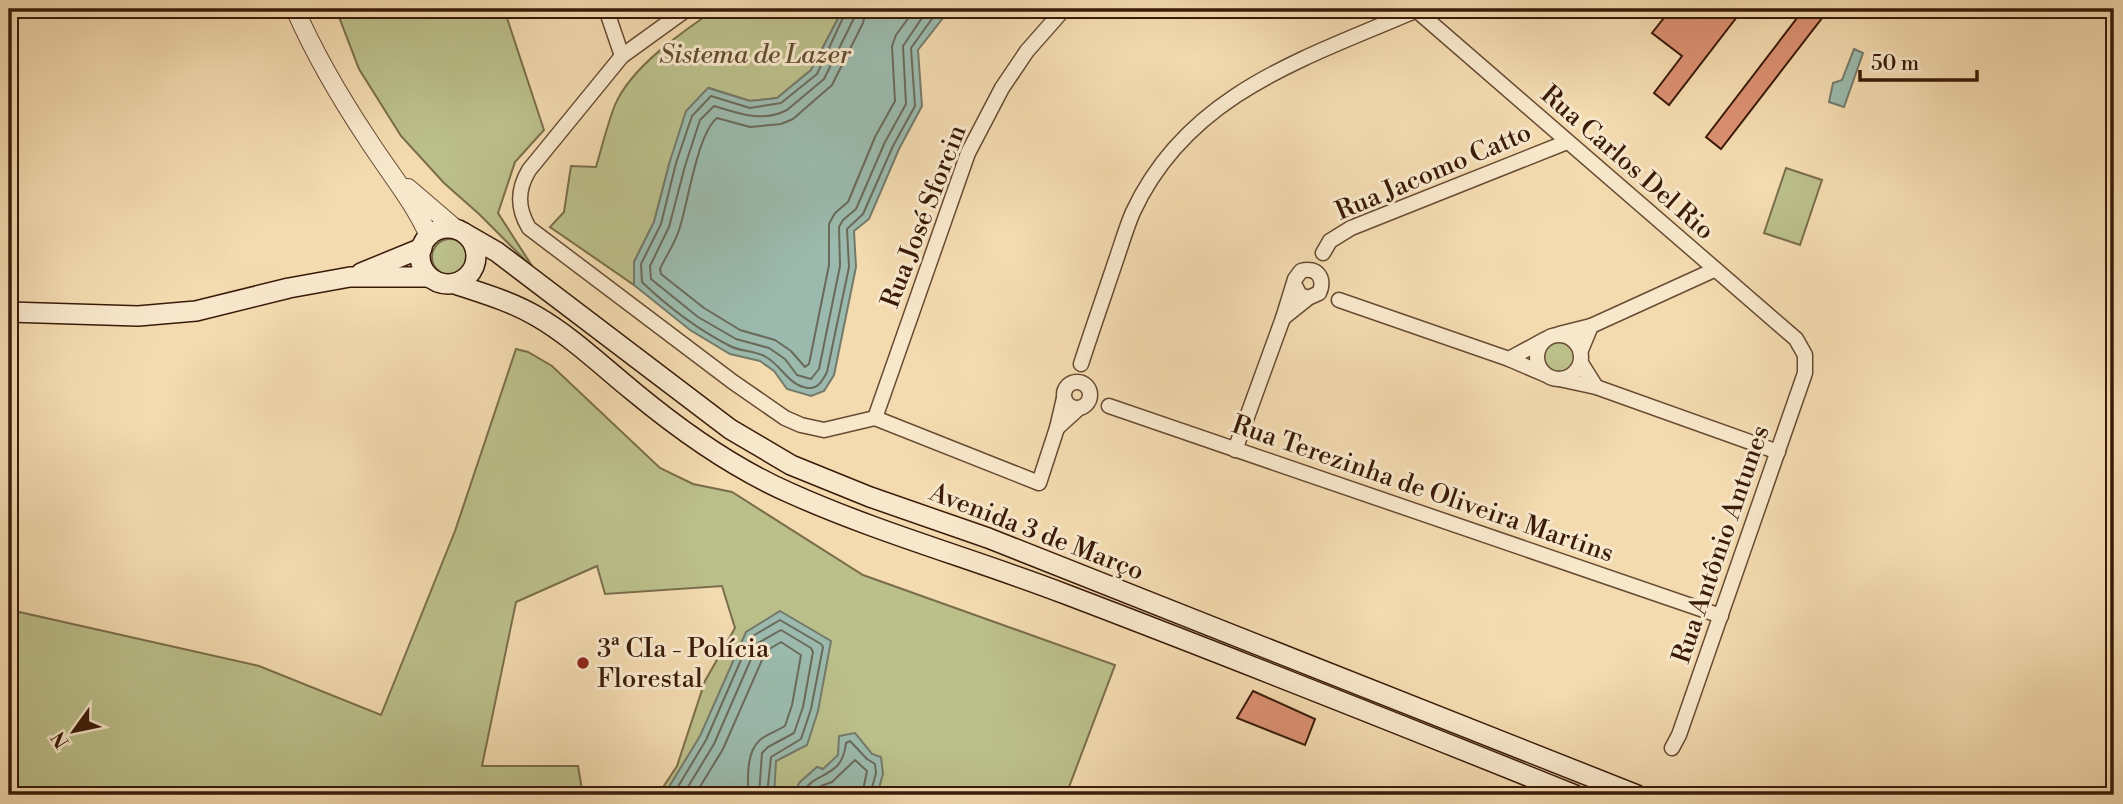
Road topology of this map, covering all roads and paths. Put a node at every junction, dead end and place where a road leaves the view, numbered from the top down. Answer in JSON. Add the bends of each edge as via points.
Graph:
{"nodes":[{"id":1,"x":295,"y":9,"type":"edge"},
{"id":2,"x":606,"y":9,"type":"edge"},
{"id":3,"x":687,"y":9,"type":"edge"},
{"id":4,"x":1064,"y":9,"type":"edge"},
{"id":5,"x":1416,"y":9,"type":"edge"},
{"id":6,"x":622,"y":56,"type":"junction"},
{"id":7,"x":1567,"y":142,"type":"junction"},
{"id":8,"x":383,"y":163,"type":"junction"},
{"id":9,"x":461,"y":232,"type":"junction"},
{"id":10,"x":425,"y":242,"type":"junction"},
{"id":11,"x":1322,"y":253,"type":"junction"},
{"id":12,"x":1714,"y":270,"type":"junction"},
{"id":13,"x":429,"y":277,"type":"junction"},
{"id":14,"x":1298,"y":277,"type":"junction"},
{"id":15,"x":350,"y":278,"type":"junction"},
{"id":16,"x":1322,"y":282,"type":"junction"},
{"id":17,"x":455,"y":284,"type":"junction"},
{"id":18,"x":1310,"y":298,"type":"junction"},
{"id":19,"x":1339,"y":300,"type":"junction"},
{"id":20,"x":9,"y":312,"type":"edge"},
{"id":21,"x":1283,"y":318,"type":"junction"},
{"id":22,"x":1591,"y":326,"type":"junction"},
{"id":23,"x":1552,"y":337,"type":"junction"},
{"id":24,"x":1805,"y":355,"type":"joint"},
{"id":25,"x":1581,"y":357,"type":"junction"},
{"id":26,"x":1509,"y":359,"type":"junction"},
{"id":27,"x":1080,"y":363,"type":"junction"},
{"id":28,"x":1552,"y":377,"type":"junction"},
{"id":29,"x":1596,"y":387,"type":"junction"},
{"id":30,"x":1089,"y":388,"type":"junction"},
{"id":31,"x":1067,"y":391,"type":"junction"},
{"id":32,"x":1109,"y":406,"type":"junction"},
{"id":33,"x":1081,"y":408,"type":"junction"},
{"id":34,"x":875,"y":418,"type":"junction"},
{"id":35,"x":1057,"y":428,"type":"junction"},
{"id":36,"x":1235,"y":450,"type":"junction"},
{"id":37,"x":1779,"y":452,"type":"junction"},
{"id":38,"x":1721,"y":616,"type":"junction"},
{"id":39,"x":1672,"y":748,"type":"dead end"},
{"id":40,"x":1575,"y":795,"type":"edge"},
{"id":41,"x":1637,"y":795,"type":"edge"}],
"edges":[{"from":1,"to":8,"type":"street","via":[[311,46]]},
{"from":2,"to":6,"type":"street"},
{"from":3,"to":6,"type":"street"},
{"from":4,"to":34,"type":"street","name":"Rua José Sforcin","via":[[1002,88],[968,153]]},
{"from":5,"to":7,"type":"street","name":"Rua Carlos Del Rio"},
{"from":5,"to":27,"type":"street","via":[[1280,69],[1214,109],[1187,134],[1161,165],[1133,213]]},
{"from":6,"to":34,"type":"street","via":[[524,178],[519,205],[529,228],[785,418],[824,430]]},
{"from":7,"to":11,"type":"street","name":"Rua Jacomo Catto","via":[[1351,228]]},
{"from":7,"to":12,"type":"street","name":"Rua Carlos Del Rio"},
{"from":8,"to":9,"type":"street"},
{"from":8,"to":10,"type":"street","via":[[419,215]]},
{"from":9,"to":10,"type":"main road","via":[[442,229]]},
{"from":9,"to":17,"type":"main road","via":[[474,245],[475,263],[468,276]]},
{"from":9,"to":41,"type":"main road","name":"Avenida 3 de Março","via":[[496,252],[730,429],[791,465],[988,538]]},
{"from":10,"to":13,"type":"main road","via":[[421,264]]},
{"from":10,"to":15,"type":"main road"},
{"from":11,"to":14,"type":"street","name":"Rua Jacomo Catto"},
{"from":11,"to":16,"type":"street","name":"Rua Jacomo Catto"},
{"from":12,"to":22,"type":"street"},
{"from":12,"to":24,"type":"street","name":"Rua Carlos Del Rio","via":[[1796,339]]},
{"from":13,"to":15,"type":"main road"},
{"from":13,"to":17,"type":"main road"},
{"from":14,"to":16,"type":"street","via":[[1316,271]]},
{"from":14,"to":18,"type":"street","via":[[1300,295]]},
{"from":14,"to":21,"type":"street"},
{"from":15,"to":20,"type":"main road","via":[[196,311],[138,317]]},
{"from":16,"to":18,"type":"street","via":[[1319,293]]},
{"from":16,"to":19,"type":"street"},
{"from":17,"to":40,"type":"main road","name":"Avenida 3 de Março","via":[[514,304],[547,323],[704,444],[790,494],[1076,598]]},
{"from":18,"to":19,"type":"street"},
{"from":18,"to":21,"type":"street"},
{"from":19,"to":26,"type":"street"},
{"from":21,"to":36,"type":"street"},
{"from":22,"to":23,"type":"street"},
{"from":22,"to":25,"type":"street"},
{"from":23,"to":25,"type":"street","via":[[1572,338]]},
{"from":23,"to":26,"type":"street"},
{"from":23,"to":28,"type":"street","via":[[1537,358],[1538,365]]},
{"from":24,"to":37,"type":"street","name":"Rua Antônio Antunes","via":[[1805,373]]},
{"from":25,"to":28,"type":"street","via":[[1569,377]]},
{"from":25,"to":29,"type":"street"},
{"from":26,"to":28,"type":"street"},
{"from":27,"to":30,"type":"street"},
{"from":27,"to":31,"type":"street"},
{"from":28,"to":29,"type":"street"},
{"from":29,"to":37,"type":"street"},
{"from":30,"to":31,"type":"street","via":[[1081,382]]},
{"from":30,"to":32,"type":"street","name":"Rua Terezinha de Oliveira Martins"},
{"from":30,"to":33,"type":"street","via":[[1090,398]]},
{"from":31,"to":33,"type":"street","via":[[1070,406]]},
{"from":31,"to":35,"type":"street"},
{"from":32,"to":33,"type":"street","name":"Rua Terezinha de Oliveira Martins"},
{"from":32,"to":36,"type":"street","name":"Rua Terezinha de Oliveira Martins"},
{"from":33,"to":35,"type":"street"},
{"from":34,"to":35,"type":"street","via":[[1039,483]]},
{"from":36,"to":38,"type":"street","name":"Rua Terezinha de Oliveira Martins"},
{"from":37,"to":38,"type":"street","name":"Rua Antônio Antunes"},
{"from":38,"to":39,"type":"street","name":"Rua Antônio Antunes"}]}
——————
-- Required work --
All text in the material above must be written out exactly; the images are to be skipped.

-- Result --
Road topology of this map, covering all roads and paths. Put a node at every junction, dead end and place where a road leaves the view, numbered from the top down. Answer in JSON. Add the bends of each edge as via points.
Graph:
{"nodes":[{"id":1,"x":295,"y":9,"type":"edge"},
{"id":2,"x":606,"y":9,"type":"edge"},
{"id":3,"x":687,"y":9,"type":"edge"},
{"id":4,"x":1064,"y":9,"type":"edge"},
{"id":5,"x":1416,"y":9,"type":"edge"},
{"id":6,"x":622,"y":56,"type":"junction"},
{"id":7,"x":1567,"y":142,"type":"junction"},
{"id":8,"x":383,"y":163,"type":"junction"},
{"id":9,"x":461,"y":232,"type":"junction"},
{"id":10,"x":425,"y":242,"type":"junction"},
{"id":11,"x":1322,"y":253,"type":"junction"},
{"id":12,"x":1714,"y":270,"type":"junction"},
{"id":13,"x":429,"y":277,"type":"junction"},
{"id":14,"x":1298,"y":277,"type":"junction"},
{"id":15,"x":350,"y":278,"type":"junction"},
{"id":16,"x":1322,"y":282,"type":"junction"},
{"id":17,"x":455,"y":284,"type":"junction"},
{"id":18,"x":1310,"y":298,"type":"junction"},
{"id":19,"x":1339,"y":300,"type":"junction"},
{"id":20,"x":9,"y":312,"type":"edge"},
{"id":21,"x":1283,"y":318,"type":"junction"},
{"id":22,"x":1591,"y":326,"type":"junction"},
{"id":23,"x":1552,"y":337,"type":"junction"},
{"id":24,"x":1805,"y":355,"type":"joint"},
{"id":25,"x":1581,"y":357,"type":"junction"},
{"id":26,"x":1509,"y":359,"type":"junction"},
{"id":27,"x":1080,"y":363,"type":"junction"},
{"id":28,"x":1552,"y":377,"type":"junction"},
{"id":29,"x":1596,"y":387,"type":"junction"},
{"id":30,"x":1089,"y":388,"type":"junction"},
{"id":31,"x":1067,"y":391,"type":"junction"},
{"id":32,"x":1109,"y":406,"type":"junction"},
{"id":33,"x":1081,"y":408,"type":"junction"},
{"id":34,"x":875,"y":418,"type":"junction"},
{"id":35,"x":1057,"y":428,"type":"junction"},
{"id":36,"x":1235,"y":450,"type":"junction"},
{"id":37,"x":1779,"y":452,"type":"junction"},
{"id":38,"x":1721,"y":616,"type":"junction"},
{"id":39,"x":1672,"y":748,"type":"dead end"},
{"id":40,"x":1575,"y":795,"type":"edge"},
{"id":41,"x":1637,"y":795,"type":"edge"}],
"edges":[{"from":1,"to":8,"type":"street","via":[[311,46]]},
{"from":2,"to":6,"type":"street"},
{"from":3,"to":6,"type":"street"},
{"from":4,"to":34,"type":"street","name":"Rua José Sforcin","via":[[1002,88],[968,153]]},
{"from":5,"to":7,"type":"street","name":"Rua Carlos Del Rio"},
{"from":5,"to":27,"type":"street","via":[[1280,69],[1214,109],[1187,134],[1161,165],[1133,213]]},
{"from":6,"to":34,"type":"street","via":[[524,178],[519,205],[529,228],[785,418],[824,430]]},
{"from":7,"to":11,"type":"street","name":"Rua Jacomo Catto","via":[[1351,228]]},
{"from":7,"to":12,"type":"street","name":"Rua Carlos Del Rio"},
{"from":8,"to":9,"type":"street"},
{"from":8,"to":10,"type":"street","via":[[419,215]]},
{"from":9,"to":10,"type":"main road","via":[[442,229]]},
{"from":9,"to":17,"type":"main road","via":[[474,245],[475,263],[468,276]]},
{"from":9,"to":41,"type":"main road","name":"Avenida 3 de Março","via":[[496,252],[730,429],[791,465],[988,538]]},
{"from":10,"to":13,"type":"main road","via":[[421,264]]},
{"from":10,"to":15,"type":"main road"},
{"from":11,"to":14,"type":"street","name":"Rua Jacomo Catto"},
{"from":11,"to":16,"type":"street","name":"Rua Jacomo Catto"},
{"from":12,"to":22,"type":"street"},
{"from":12,"to":24,"type":"street","name":"Rua Carlos Del Rio","via":[[1796,339]]},
{"from":13,"to":15,"type":"main road"},
{"from":13,"to":17,"type":"main road"},
{"from":14,"to":16,"type":"street","via":[[1316,271]]},
{"from":14,"to":18,"type":"street","via":[[1300,295]]},
{"from":14,"to":21,"type":"street"},
{"from":15,"to":20,"type":"main road","via":[[196,311],[138,317]]},
{"from":16,"to":18,"type":"street","via":[[1319,293]]},
{"from":16,"to":19,"type":"street"},
{"from":17,"to":40,"type":"main road","name":"Avenida 3 de Março","via":[[514,304],[547,323],[704,444],[790,494],[1076,598]]},
{"from":18,"to":19,"type":"street"},
{"from":18,"to":21,"type":"street"},
{"from":19,"to":26,"type":"street"},
{"from":21,"to":36,"type":"street"},
{"from":22,"to":23,"type":"street"},
{"from":22,"to":25,"type":"street"},
{"from":23,"to":25,"type":"street","via":[[1572,338]]},
{"from":23,"to":26,"type":"street"},
{"from":23,"to":28,"type":"street","via":[[1537,358],[1538,365]]},
{"from":24,"to":37,"type":"street","name":"Rua Antônio Antunes","via":[[1805,373]]},
{"from":25,"to":28,"type":"street","via":[[1569,377]]},
{"from":25,"to":29,"type":"street"},
{"from":26,"to":28,"type":"street"},
{"from":27,"to":30,"type":"street"},
{"from":27,"to":31,"type":"street"},
{"from":28,"to":29,"type":"street"},
{"from":29,"to":37,"type":"street"},
{"from":30,"to":31,"type":"street","via":[[1081,382]]},
{"from":30,"to":32,"type":"street","name":"Rua Terezinha de Oliveira Martins"},
{"from":30,"to":33,"type":"street","via":[[1090,398]]},
{"from":31,"to":33,"type":"street","via":[[1070,406]]},
{"from":31,"to":35,"type":"street"},
{"from":32,"to":33,"type":"street","name":"Rua Terezinha de Oliveira Martins"},
{"from":32,"to":36,"type":"street","name":"Rua Terezinha de Oliveira Martins"},
{"from":33,"to":35,"type":"street"},
{"from":34,"to":35,"type":"street","via":[[1039,483]]},
{"from":36,"to":38,"type":"street","name":"Rua Terezinha de Oliveira Martins"},
{"from":37,"to":38,"type":"street","name":"Rua Antônio Antunes"},
{"from":38,"to":39,"type":"street","name":"Rua Antônio Antunes"}]}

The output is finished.